We all have a finite amount of time in each day, each week, each month. Most of us have an ever-growing list of things to accomplish within those time frames. How can we get more things done?

  1. Spend less time on each agenda item
  2. Limit distractions

That was simple, huh? Not unlike: “the best way to lose weight is to eat less and exercise more.”

Got phone calls to make? Without being rude, take care of business within each call and avoid getting into extended chats about sports, media, weather, business, etc. Remember that others have much to accomplish, too.

Got emails to send? Keep them brief and to the point. Even if you need to share important details, state them clearly and quickly.

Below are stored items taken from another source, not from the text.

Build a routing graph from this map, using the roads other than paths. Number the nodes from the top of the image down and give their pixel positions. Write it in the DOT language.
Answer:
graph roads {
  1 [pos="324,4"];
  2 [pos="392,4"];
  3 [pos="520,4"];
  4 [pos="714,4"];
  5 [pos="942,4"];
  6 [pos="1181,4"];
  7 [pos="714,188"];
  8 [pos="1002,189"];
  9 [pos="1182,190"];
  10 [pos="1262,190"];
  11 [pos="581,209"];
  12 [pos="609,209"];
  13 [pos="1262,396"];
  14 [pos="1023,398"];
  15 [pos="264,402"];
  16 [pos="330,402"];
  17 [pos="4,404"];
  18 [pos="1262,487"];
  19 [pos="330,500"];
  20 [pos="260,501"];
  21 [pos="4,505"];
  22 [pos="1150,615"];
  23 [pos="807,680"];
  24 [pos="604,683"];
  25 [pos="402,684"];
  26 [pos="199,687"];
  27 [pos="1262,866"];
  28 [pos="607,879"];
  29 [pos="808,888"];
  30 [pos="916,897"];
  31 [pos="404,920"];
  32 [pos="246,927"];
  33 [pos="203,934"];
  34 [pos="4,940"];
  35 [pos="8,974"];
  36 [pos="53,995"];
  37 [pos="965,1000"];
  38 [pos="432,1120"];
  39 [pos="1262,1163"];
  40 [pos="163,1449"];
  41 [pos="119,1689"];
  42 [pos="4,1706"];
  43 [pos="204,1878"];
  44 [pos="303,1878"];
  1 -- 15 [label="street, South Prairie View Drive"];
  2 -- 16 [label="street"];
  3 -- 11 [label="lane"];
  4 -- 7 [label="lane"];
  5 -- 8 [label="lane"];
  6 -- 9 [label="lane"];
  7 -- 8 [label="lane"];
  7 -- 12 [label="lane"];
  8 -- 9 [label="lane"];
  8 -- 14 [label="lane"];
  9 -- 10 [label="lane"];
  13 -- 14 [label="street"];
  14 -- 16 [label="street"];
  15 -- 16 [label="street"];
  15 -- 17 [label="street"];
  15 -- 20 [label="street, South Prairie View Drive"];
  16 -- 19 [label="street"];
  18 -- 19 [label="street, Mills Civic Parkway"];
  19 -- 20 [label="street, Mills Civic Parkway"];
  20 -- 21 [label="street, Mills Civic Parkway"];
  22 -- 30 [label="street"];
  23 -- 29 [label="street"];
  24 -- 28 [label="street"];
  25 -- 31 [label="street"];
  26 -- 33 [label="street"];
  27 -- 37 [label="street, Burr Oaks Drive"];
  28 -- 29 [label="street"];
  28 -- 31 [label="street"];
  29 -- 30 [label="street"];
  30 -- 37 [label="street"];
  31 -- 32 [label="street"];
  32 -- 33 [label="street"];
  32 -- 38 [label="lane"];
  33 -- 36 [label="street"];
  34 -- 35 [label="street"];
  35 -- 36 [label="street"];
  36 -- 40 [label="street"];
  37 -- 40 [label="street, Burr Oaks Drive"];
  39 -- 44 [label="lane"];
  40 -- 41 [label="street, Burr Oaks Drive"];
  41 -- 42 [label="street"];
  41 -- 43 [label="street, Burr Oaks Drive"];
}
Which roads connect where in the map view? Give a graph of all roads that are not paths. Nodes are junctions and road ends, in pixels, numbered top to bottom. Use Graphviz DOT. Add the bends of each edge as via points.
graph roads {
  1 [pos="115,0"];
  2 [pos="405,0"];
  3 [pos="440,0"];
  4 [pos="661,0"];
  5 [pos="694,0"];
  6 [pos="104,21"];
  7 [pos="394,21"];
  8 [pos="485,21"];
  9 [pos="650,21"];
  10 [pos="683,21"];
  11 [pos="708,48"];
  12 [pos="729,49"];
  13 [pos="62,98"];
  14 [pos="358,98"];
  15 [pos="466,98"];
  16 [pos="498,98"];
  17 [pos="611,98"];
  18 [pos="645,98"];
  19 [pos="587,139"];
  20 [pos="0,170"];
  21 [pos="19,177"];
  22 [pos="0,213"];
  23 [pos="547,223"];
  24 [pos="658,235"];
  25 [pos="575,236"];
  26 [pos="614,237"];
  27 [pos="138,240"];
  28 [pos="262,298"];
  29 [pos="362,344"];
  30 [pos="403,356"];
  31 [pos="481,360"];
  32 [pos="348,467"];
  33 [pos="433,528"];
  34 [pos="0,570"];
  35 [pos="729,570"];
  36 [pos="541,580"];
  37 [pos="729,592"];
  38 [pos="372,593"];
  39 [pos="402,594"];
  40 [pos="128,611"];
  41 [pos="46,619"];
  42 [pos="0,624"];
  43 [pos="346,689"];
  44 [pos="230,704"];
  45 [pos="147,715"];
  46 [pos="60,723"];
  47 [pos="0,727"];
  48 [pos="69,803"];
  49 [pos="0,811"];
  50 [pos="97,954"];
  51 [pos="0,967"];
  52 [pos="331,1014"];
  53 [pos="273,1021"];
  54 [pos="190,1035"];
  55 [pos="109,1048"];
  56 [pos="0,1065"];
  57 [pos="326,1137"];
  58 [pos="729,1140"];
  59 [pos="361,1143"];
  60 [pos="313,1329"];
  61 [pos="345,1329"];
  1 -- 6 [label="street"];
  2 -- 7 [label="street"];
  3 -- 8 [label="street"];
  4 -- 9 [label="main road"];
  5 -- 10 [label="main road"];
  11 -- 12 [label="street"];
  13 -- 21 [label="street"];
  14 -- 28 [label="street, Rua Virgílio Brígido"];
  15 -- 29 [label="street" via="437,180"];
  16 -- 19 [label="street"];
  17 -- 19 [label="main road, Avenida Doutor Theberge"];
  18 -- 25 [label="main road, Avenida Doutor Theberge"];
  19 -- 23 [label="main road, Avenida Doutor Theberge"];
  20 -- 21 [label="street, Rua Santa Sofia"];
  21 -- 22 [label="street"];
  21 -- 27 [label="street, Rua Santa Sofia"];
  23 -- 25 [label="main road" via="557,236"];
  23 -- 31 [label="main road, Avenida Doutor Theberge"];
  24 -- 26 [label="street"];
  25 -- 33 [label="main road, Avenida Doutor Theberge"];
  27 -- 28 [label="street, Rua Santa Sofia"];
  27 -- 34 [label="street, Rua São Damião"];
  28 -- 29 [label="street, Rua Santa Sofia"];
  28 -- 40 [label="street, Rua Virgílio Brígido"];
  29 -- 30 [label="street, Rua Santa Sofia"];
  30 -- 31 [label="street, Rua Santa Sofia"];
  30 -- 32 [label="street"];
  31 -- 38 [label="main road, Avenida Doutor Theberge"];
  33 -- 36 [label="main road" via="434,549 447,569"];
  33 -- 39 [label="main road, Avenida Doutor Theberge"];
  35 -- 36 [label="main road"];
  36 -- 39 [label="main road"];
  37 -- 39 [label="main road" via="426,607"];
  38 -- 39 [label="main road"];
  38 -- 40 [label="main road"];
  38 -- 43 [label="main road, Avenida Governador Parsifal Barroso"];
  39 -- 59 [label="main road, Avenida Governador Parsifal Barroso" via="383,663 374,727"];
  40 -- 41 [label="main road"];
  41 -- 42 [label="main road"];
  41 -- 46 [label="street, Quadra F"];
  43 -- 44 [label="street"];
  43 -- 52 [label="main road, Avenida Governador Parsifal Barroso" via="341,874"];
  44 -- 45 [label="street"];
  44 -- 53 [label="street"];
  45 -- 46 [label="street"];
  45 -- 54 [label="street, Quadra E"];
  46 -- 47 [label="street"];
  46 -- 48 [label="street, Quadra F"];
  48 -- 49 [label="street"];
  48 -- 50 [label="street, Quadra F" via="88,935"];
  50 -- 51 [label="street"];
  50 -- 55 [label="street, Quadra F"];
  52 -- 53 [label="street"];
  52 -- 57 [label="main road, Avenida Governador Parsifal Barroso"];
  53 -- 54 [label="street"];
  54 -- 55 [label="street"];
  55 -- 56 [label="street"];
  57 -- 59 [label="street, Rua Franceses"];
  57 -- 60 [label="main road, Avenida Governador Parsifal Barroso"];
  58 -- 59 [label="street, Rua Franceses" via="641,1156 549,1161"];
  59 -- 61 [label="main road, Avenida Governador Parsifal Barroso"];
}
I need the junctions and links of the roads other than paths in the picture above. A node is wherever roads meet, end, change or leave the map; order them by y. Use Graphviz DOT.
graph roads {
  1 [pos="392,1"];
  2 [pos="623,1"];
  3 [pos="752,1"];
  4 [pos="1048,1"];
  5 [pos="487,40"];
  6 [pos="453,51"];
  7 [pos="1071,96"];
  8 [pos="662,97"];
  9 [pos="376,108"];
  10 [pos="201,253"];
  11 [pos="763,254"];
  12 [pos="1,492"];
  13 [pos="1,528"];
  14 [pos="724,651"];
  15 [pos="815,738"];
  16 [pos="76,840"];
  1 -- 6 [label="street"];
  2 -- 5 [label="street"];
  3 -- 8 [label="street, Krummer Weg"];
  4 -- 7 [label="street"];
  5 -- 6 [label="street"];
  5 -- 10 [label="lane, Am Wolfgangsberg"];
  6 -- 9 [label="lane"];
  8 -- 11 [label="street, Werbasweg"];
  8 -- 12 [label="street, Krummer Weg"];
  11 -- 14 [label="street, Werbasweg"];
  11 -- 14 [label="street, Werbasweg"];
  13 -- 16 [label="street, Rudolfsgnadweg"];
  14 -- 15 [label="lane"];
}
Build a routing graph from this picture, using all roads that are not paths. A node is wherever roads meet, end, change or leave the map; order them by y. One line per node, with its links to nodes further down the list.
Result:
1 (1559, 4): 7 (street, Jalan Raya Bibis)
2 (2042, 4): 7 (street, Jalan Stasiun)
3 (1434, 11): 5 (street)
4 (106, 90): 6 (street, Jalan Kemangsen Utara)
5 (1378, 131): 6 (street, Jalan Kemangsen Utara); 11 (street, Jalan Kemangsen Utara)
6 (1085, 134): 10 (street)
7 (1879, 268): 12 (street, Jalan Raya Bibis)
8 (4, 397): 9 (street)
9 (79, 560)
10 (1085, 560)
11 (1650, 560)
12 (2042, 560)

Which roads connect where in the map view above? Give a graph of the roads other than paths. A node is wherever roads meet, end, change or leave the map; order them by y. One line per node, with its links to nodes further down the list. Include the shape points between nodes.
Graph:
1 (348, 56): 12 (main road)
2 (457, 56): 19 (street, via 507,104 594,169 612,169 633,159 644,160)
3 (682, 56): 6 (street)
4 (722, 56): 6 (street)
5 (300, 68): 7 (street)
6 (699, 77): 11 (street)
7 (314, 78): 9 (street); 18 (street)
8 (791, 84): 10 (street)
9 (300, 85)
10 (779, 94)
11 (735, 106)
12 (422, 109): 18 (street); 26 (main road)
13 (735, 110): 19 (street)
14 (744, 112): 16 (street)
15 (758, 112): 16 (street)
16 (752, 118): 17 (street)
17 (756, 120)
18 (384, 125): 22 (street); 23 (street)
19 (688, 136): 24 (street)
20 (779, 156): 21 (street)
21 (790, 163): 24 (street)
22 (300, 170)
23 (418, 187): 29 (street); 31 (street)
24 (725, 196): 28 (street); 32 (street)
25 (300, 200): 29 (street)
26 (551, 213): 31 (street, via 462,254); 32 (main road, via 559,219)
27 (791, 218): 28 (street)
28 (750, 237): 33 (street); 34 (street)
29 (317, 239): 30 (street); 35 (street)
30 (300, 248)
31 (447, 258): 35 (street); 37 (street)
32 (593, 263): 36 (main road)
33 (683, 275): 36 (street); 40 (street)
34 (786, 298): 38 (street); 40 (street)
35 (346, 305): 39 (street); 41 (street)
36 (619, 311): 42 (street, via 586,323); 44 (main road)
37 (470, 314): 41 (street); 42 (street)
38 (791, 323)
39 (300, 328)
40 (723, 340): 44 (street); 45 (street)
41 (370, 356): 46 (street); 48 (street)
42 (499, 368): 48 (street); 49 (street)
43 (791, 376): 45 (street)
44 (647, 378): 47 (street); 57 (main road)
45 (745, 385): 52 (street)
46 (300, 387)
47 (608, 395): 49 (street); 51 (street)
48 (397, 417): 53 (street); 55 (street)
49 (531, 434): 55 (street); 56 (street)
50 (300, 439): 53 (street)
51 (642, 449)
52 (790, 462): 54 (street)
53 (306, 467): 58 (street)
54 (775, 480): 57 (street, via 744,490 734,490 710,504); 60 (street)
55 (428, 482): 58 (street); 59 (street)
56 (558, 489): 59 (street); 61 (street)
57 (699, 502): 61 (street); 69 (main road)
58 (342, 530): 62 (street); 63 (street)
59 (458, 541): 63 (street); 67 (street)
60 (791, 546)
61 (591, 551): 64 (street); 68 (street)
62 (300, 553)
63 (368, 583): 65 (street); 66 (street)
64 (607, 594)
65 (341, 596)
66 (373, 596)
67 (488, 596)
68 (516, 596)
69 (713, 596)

Got in-person visits to make? When possible, set up a time that is convenient for you to drop in. If you are cold calling, be swift and purposeful without being curt.

Got writing to do? Formulate your basic ideas and get started. If you have a hard deadline, forge ahead. Otherwise, coming back later may give you a chance to think and expand your ideas.

Limiting distractions requires much self-control. When you overhear conversations about sports, current events, TV, etc., you may want to chime in. When your computer indicates an email has arrived in your inbox, you may want to open it immediately. When your phone rings, you may want to find out who’s calling. When you finish another task or two, you may want to take a Facebook or Twitter break. Be strong and focus on your task of the moment.

Those who work at home must also deal with distractions from family members, pets and doorbells.

Remember that some days will be more productive than others. When you get a lot accomplished, let that inspire you to have another great day tomorrow. When you don’t get as many things done as you’d wanted to, don’t beat yourself up. As Scarlett O’Hara reminds us, “Tomorrow is another day!”